Archive for August, 2009

Julie and Julia

August 25th, 2009, 11:16 pm

It was inevitable that I would go see Julie and Julia. All in all, a cute and entertaining film. Meryl Streep amazing as usual. Despite the brief surge in sales of Mastering the Art of French Cooking, you really can’t go home again. Those days in the sixties  of America’s awakening to French food are long gone. It is now just one cuisine out of many that are of interest to us. Real men still don’t eat quiche; they eat pizza and tacos. Most of us prefer grilled chicken to coq au vin and we now know that pounds of butter and cream are not good for us. Plus they make us feel full, fat and guilty. Julia once questioned me as to why I embraced  the Mediterranean diet. She was not impressed with it because it had such small portions of meat and not much dairy. I told her my father died at 47 of a heart attack and I was not blessed with her metabolism and gene pool to survive all that saturated fat! 
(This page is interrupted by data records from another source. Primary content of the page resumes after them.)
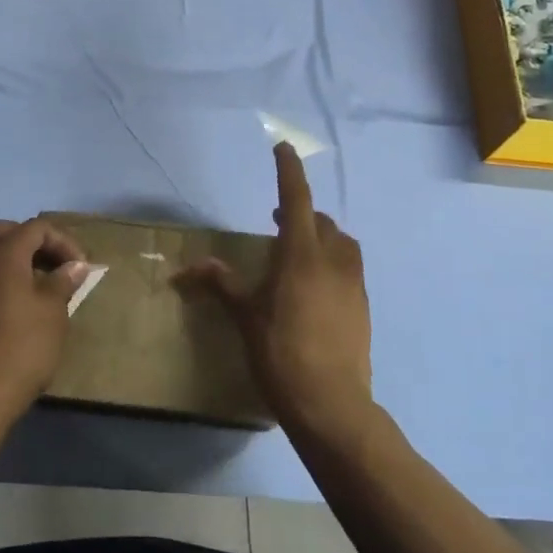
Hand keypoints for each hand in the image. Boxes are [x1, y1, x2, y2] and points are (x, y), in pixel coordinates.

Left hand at [0, 218, 89, 423]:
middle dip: (21, 235)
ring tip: (40, 280)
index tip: (81, 267)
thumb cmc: (24, 345)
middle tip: (45, 256)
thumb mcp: (53, 310)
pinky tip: (23, 301)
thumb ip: (63, 281)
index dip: (62, 241)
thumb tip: (75, 266)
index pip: (34, 228)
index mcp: (2, 256)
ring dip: (9, 257)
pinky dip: (1, 278)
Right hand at [177, 144, 372, 436]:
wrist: (331, 405)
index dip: (288, 171)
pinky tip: (314, 288)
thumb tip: (190, 267)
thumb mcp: (245, 316)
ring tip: (299, 251)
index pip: (295, 199)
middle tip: (276, 219)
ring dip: (322, 236)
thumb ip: (222, 283)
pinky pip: (349, 270)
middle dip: (301, 211)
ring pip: (342, 244)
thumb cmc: (281, 352)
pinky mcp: (363, 308)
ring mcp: (353, 285)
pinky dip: (332, 263)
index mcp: (301, 255)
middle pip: (321, 221)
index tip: (283, 148)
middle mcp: (332, 261)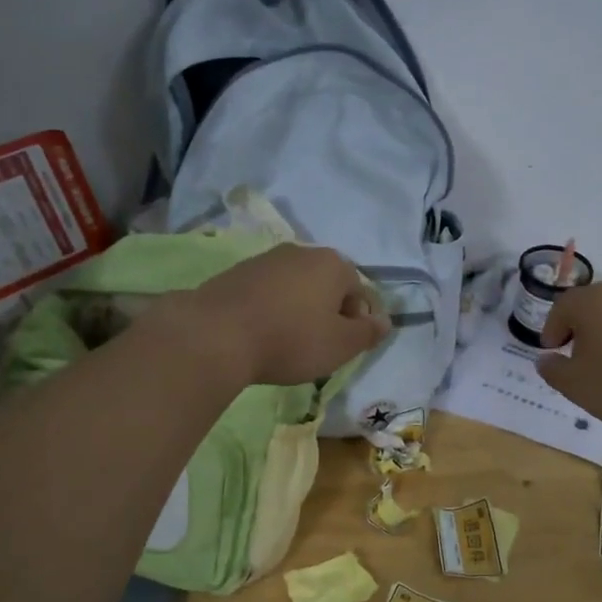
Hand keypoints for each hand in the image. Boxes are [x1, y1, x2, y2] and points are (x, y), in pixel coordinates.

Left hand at [172, 244, 390, 386]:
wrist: (216, 334)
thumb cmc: (290, 339)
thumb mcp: (341, 345)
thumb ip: (368, 333)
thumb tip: (384, 321)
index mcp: (334, 264)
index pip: (361, 292)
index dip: (358, 323)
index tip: (344, 349)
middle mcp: (302, 252)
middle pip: (328, 286)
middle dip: (328, 314)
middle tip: (319, 347)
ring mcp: (266, 259)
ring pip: (296, 288)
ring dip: (299, 311)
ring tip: (288, 343)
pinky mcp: (237, 273)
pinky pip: (268, 293)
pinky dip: (272, 310)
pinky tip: (262, 334)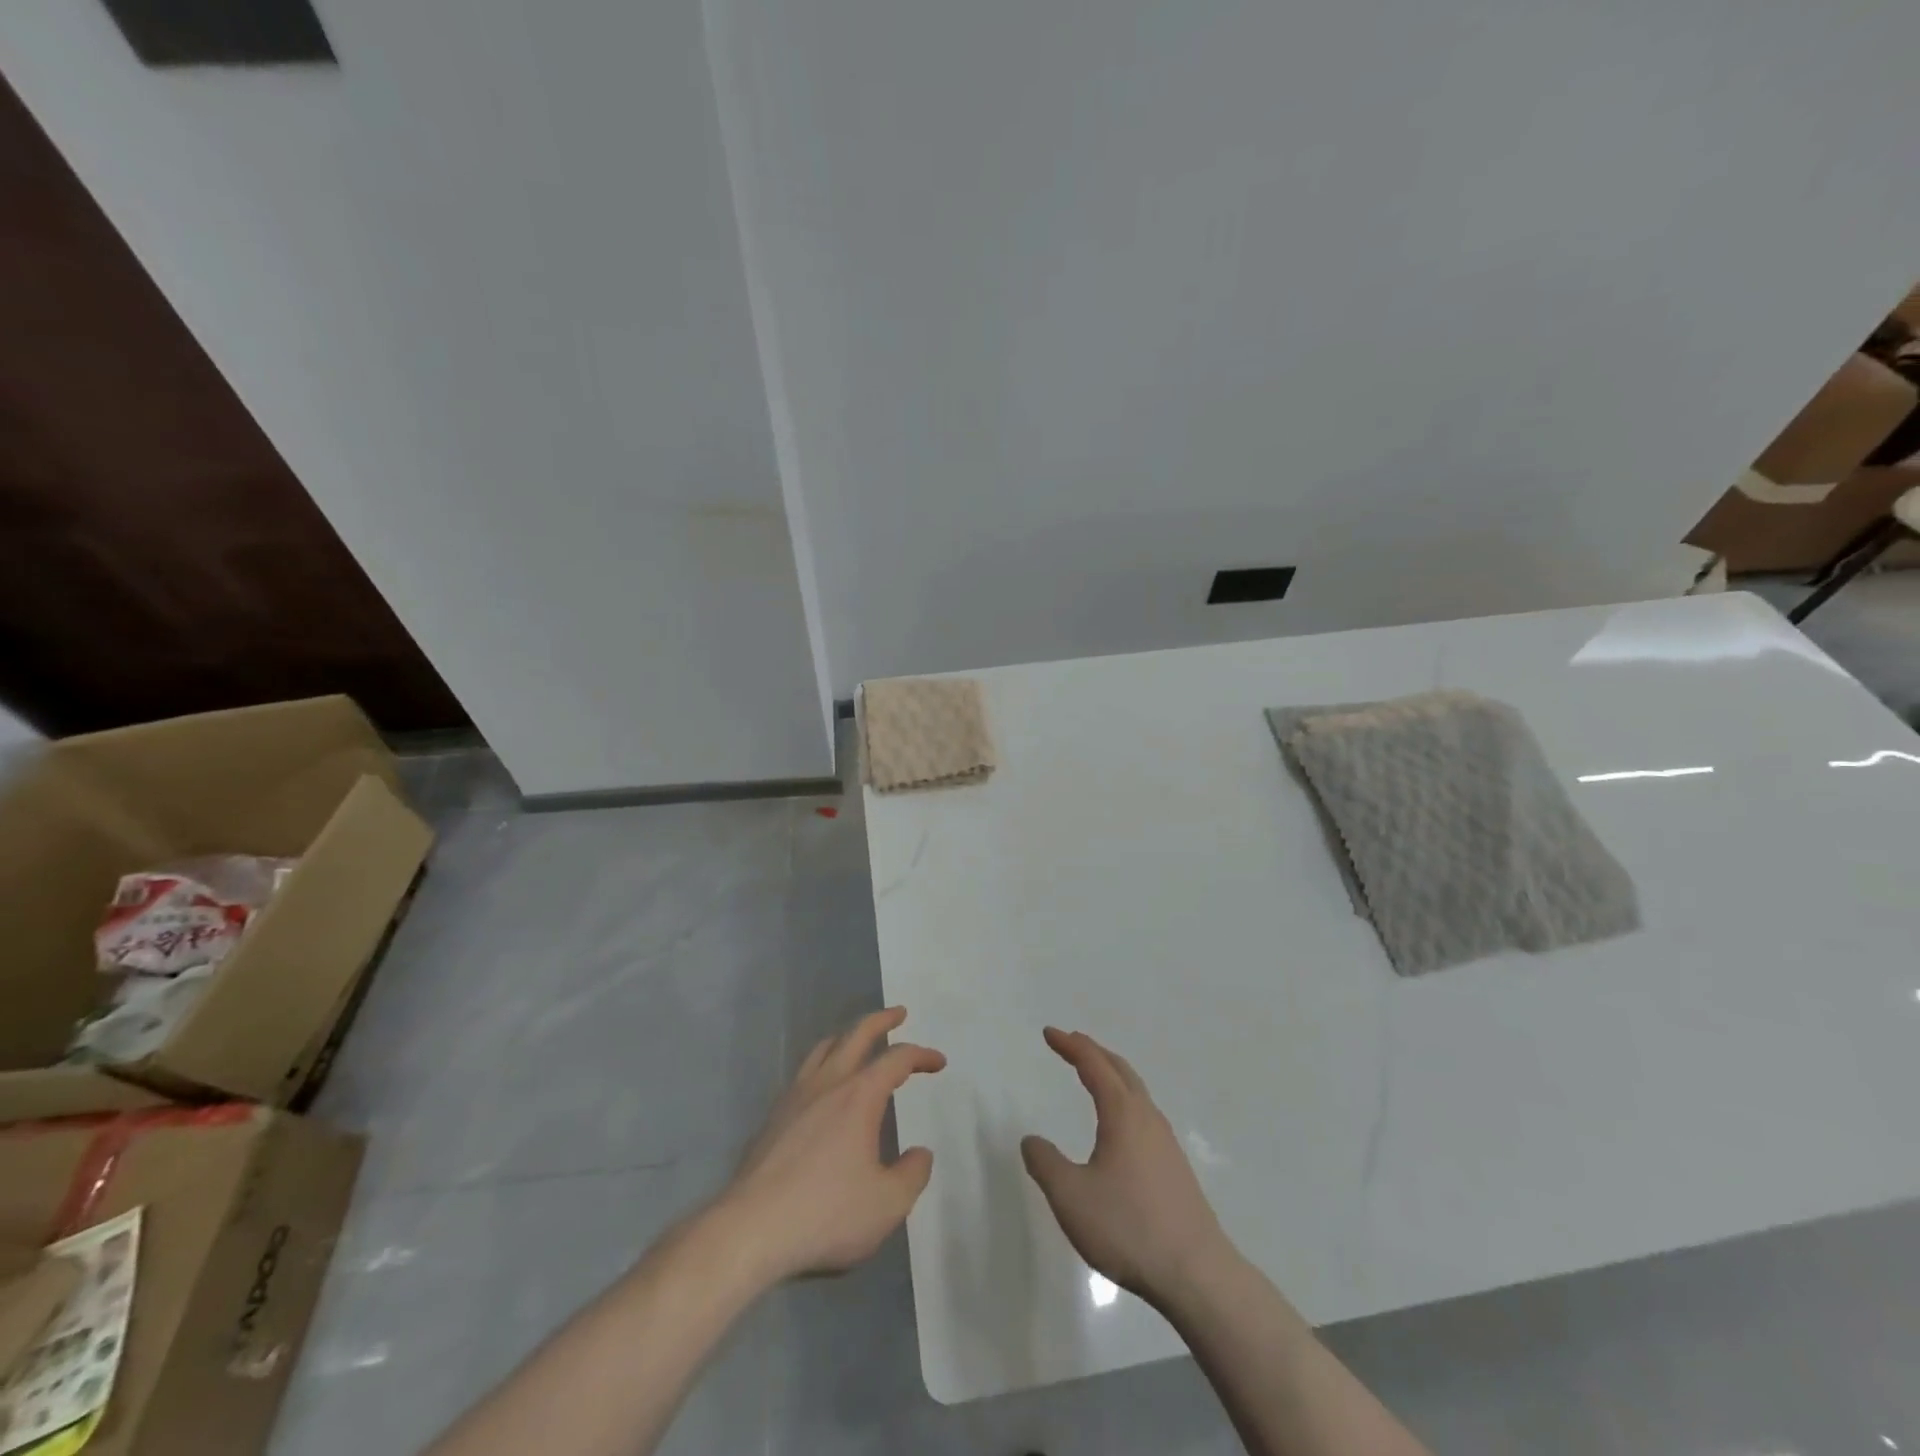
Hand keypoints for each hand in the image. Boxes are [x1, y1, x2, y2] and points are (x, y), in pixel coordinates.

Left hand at [716, 1006, 944, 1282]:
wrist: (750, 1230)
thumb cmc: (826, 1214)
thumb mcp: (887, 1204)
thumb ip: (912, 1174)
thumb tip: (920, 1153)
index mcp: (859, 1096)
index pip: (896, 1059)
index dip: (921, 1055)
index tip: (938, 1063)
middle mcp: (827, 1084)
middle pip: (856, 1034)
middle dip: (881, 1020)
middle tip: (898, 1013)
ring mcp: (795, 1096)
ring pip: (824, 1048)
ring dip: (847, 1036)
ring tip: (859, 1039)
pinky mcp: (773, 1117)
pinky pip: (804, 1072)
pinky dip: (823, 1063)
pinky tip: (824, 1085)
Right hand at [1021, 1026, 1233, 1306]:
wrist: (1197, 1275)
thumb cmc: (1129, 1228)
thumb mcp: (1071, 1197)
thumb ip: (1045, 1163)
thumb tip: (1032, 1140)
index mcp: (1123, 1114)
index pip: (1093, 1064)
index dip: (1070, 1046)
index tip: (1049, 1033)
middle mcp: (1147, 1118)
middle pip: (1120, 1070)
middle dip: (1093, 1052)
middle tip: (1070, 1043)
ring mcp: (1166, 1142)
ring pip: (1136, 1091)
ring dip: (1112, 1074)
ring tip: (1093, 1075)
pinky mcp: (1175, 1167)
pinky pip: (1144, 1114)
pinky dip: (1124, 1099)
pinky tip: (1119, 1125)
The days of elaborate dinner parties that were inspired by her book are over too. Few people are willing to devote the time to prepare such multicourse feasts. In fact few people invite you for dinner, despite those elegantly remodled kitchens . They’d rather meet you at the latest restaurant.   

 When I started teaching cooking in 1965 all my students wanted  “Gourmet French.”  But over the years their tastes evolved. They wanted  Italian, Middle Eastern, Asian, and Holiday cooking.  Americans are omnivorous, and interested in all kinds of cooking.
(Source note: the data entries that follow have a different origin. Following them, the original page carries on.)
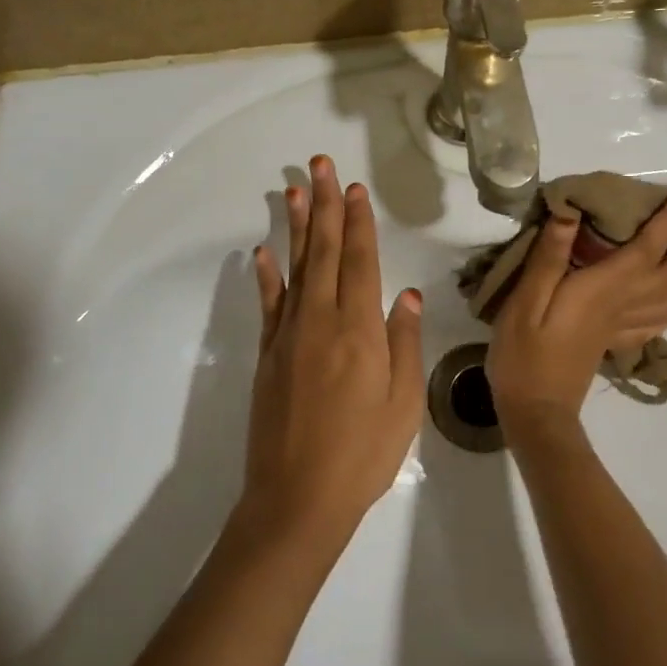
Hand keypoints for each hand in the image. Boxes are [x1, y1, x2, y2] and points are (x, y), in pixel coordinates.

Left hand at [245, 156, 424, 545]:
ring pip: (294, 268)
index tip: (355, 189)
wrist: (297, 499)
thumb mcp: (404, 404)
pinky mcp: (267, 355)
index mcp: (360, 331)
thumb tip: (405, 295)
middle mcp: (321, 321)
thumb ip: (404, 344)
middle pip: (323, 252)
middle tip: (320, 165)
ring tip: (292, 190)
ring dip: (294, 227)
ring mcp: (288, 336)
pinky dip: (265, 276)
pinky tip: (261, 252)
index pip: (359, 261)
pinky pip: (268, 305)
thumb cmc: (363, 455)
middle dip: (324, 205)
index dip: (358, 222)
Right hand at [486, 187, 666, 442]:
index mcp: (604, 289)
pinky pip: (662, 315)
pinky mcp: (619, 340)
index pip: (646, 246)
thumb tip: (570, 212)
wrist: (535, 411)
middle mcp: (624, 304)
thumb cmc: (524, 353)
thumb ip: (549, 257)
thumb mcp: (526, 300)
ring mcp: (625, 325)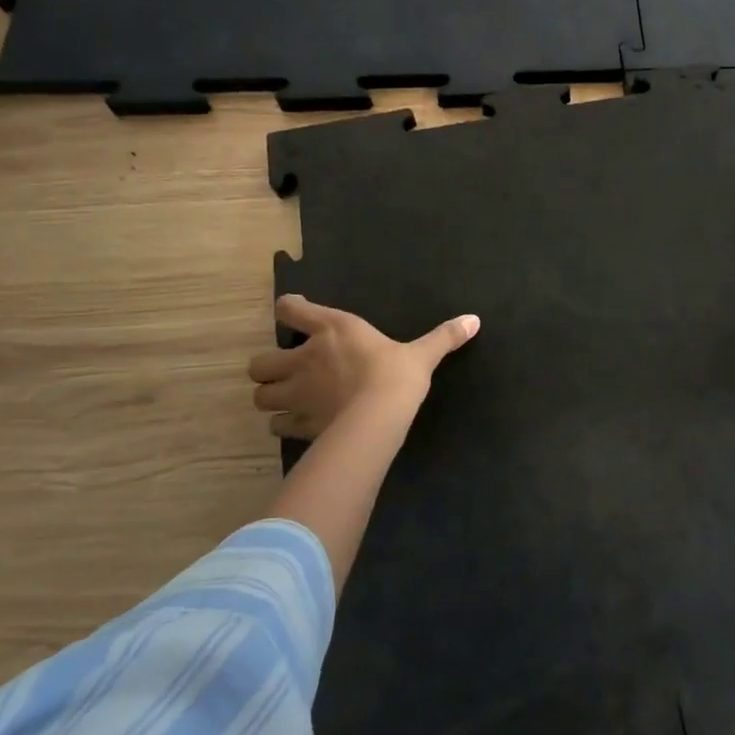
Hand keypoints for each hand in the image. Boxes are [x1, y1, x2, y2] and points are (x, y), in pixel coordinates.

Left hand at [249, 295, 479, 439]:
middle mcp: (304, 358)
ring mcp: (296, 393)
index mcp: (332, 330)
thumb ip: (444, 337)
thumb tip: (474, 319)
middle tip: (287, 372)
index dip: (288, 308)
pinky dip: (282, 425)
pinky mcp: (298, 424)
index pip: (290, 309)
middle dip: (269, 368)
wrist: (378, 418)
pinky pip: (276, 426)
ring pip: (260, 396)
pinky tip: (298, 425)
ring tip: (288, 400)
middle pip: (260, 362)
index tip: (295, 312)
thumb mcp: (422, 354)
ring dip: (271, 397)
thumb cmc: (397, 375)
The other thing that struck me as ironic is that if Julia tried out for television today they would not hire her. Weird voice, not pretty, sort of awkward and too natural. Not slick enough for the tube. Sort of sad what has happened to cooking on TV. It’s mostly game shows and competitions that get the most attention. You really can’t go home again.
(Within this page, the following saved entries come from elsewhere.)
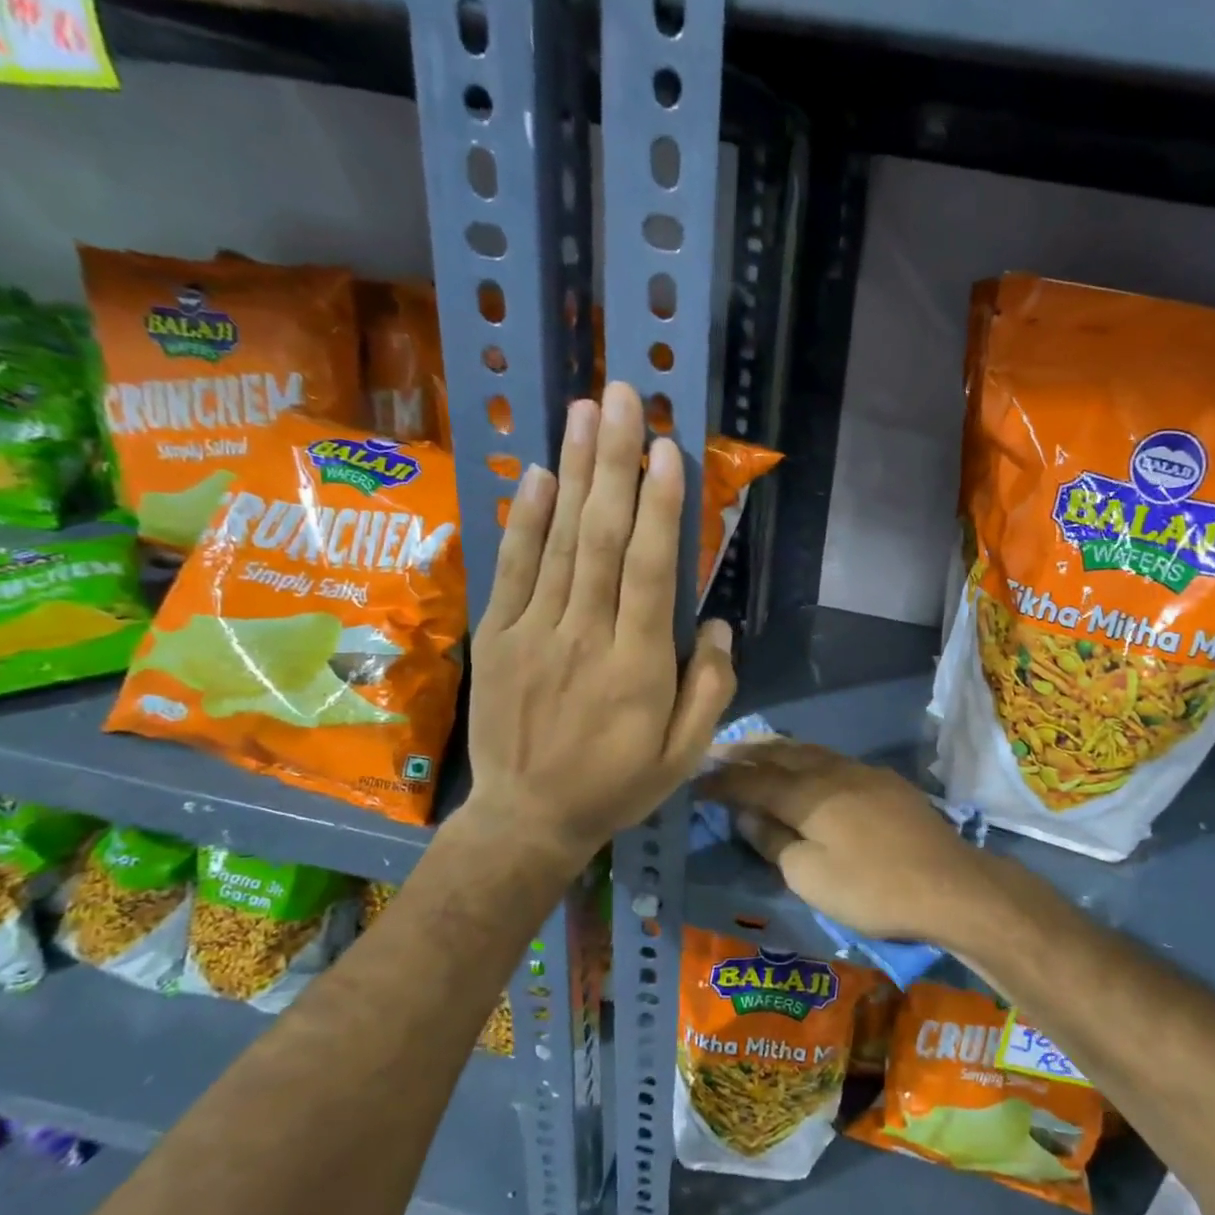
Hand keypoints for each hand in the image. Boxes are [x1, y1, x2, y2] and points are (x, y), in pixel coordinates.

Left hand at [458, 383, 735, 866]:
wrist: (528, 818)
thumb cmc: (617, 785)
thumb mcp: (685, 756)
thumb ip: (710, 690)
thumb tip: (715, 625)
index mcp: (638, 668)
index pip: (649, 572)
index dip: (659, 508)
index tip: (668, 448)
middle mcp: (585, 638)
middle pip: (601, 539)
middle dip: (616, 463)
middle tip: (626, 397)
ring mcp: (534, 633)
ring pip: (558, 542)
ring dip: (575, 471)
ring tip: (587, 410)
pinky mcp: (498, 636)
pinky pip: (513, 569)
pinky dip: (526, 520)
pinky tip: (542, 474)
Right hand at [696, 740, 1006, 948]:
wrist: (949, 884)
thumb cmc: (872, 888)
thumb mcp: (810, 877)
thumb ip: (774, 842)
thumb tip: (746, 816)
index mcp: (807, 795)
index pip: (752, 780)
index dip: (722, 781)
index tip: (696, 782)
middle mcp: (832, 772)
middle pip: (781, 754)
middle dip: (746, 752)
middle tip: (719, 752)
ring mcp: (863, 773)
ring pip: (810, 751)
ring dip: (778, 749)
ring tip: (756, 749)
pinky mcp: (886, 782)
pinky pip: (834, 759)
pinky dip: (808, 758)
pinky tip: (809, 767)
Michael Pollan has just noticed….

August 3rd, 2009, 11:27 pm

In this weeks NY Times Magazine section Michael Pollan has noticed that since the advent of the Food Network that home cooking has just about vanished.  Many of us in the food  business noticed this quite a while ago.  It has affected those in the restaurant  business as well as those at home.

Trying to hire line cooks who will cook the food that is the signature and style of the restaurant? Good luck. Since the Food Network, they want to be creative, to run free.  TV fantasyland has invaded their minds and rather than stay on the job and learn something, they daydream of being discovered as the next Top Chef and have a lucrative career on the tube. Restaurant  work is physically  demanding, repetitious, and does not pay that well. So they don’t want to stay for long in the working kitchen but aspire to stardom on a TV set kitchen.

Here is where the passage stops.